What’s going on: The Senate is currently debating the McCain-Burr-Cornyn Amendment (Amendment No. 4787), which, in part, would dramatically expand the FBI’s National Security Letter (NSL) surveillance authorities and remove crucial judicial oversight. It would expand the statute to authorize the FBI to use NSLs to demand Americans’ electronic communications transactional records (ECTRs), which can reveal highly personal information, including their browsing history; who they communicate with online via chat, email, text, and video; what online services they subscribe to and when they sign onto their accounts; their IP address(es), and much more.

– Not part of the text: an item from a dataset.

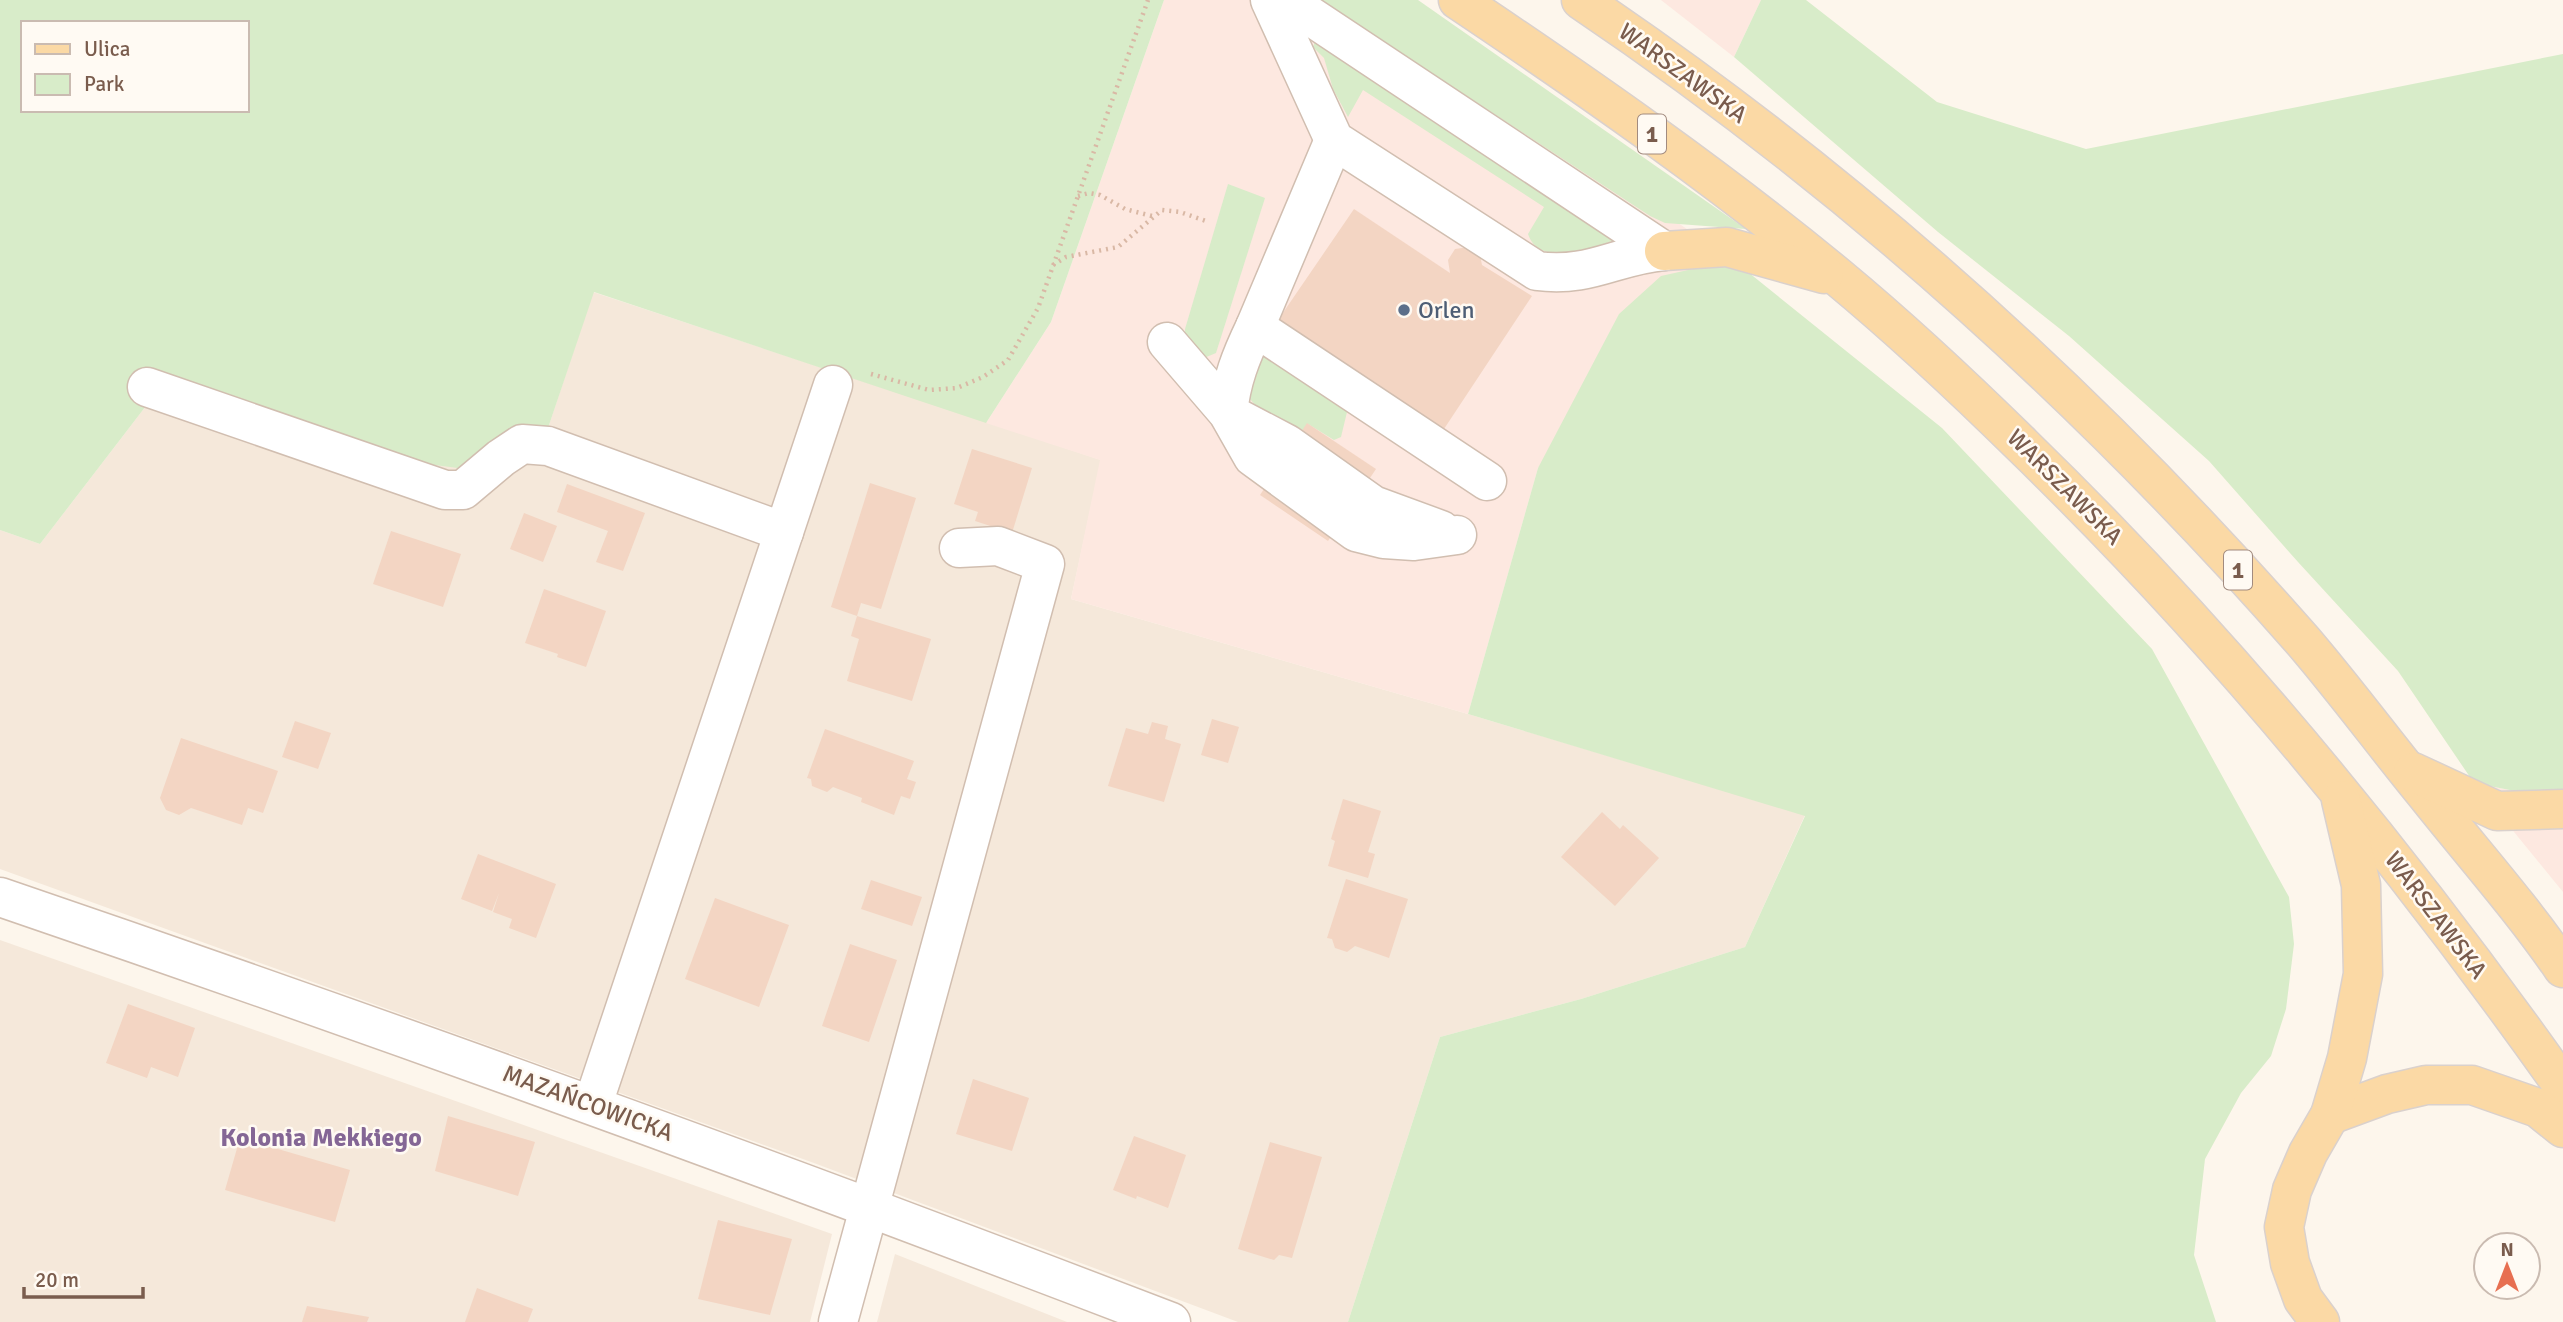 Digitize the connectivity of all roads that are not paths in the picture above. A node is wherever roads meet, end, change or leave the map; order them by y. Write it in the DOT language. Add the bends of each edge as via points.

How the FBI currently gets these records (under normal circumstances): There are a plethora of existing authorities under which the FBI can get court approval to obtain ECTRs. For investigations into terrorism and counterintelligence, they get orders from FISA Court judges under Patriot Act Section 215. The standard the FBI must meet in order to obtain a 215 order from the FISA Court is identical to the standard that the it must meet to issue an NSL: that the information sought is merely relevant to an authorized investigation.

Why the FBI says they need this expansion of authority: The FBI has been pushing for this proposal because they claim the process for applying for and receiving a court order takes a long time and requires many work-hours. The McCain-Burr-Cornyn amendment would do nothing more than enable the FBI to avoid making bureaucratic changes to make their process for drafting and submitting applications for court orders more efficient. Additionally, and troublingly, it would enable the FBI to avoid any meaningful oversight of its demands for ECTRs — oversight that is necessary to protect against a pattern of repeated abuses of NSLs.

When there is an emergency and time is of the essence, the FBI can use its emergency authorities to obtain the records immediately, and seek court approval after-the-fact:This expansion of surveillance authority is entirely unnecessary. Section 102 of the USA FREEDOM Act (Public Law No. 114-23) creates an emergency exception to the judicial approval requirement in Section 215 of the Patriot Act which allows the FBI to obtain the records they seek immediately if there is an emergency. The Act provides that if “the Attorney General reasonably determines that an emergency situation requires the production of tangible things before an order authorizing such production can with due diligence be obtained,” then the FBI’s demand for records can be issued immediately. The FBI must simply apply for a court order within seven days of issuing the emergency demand.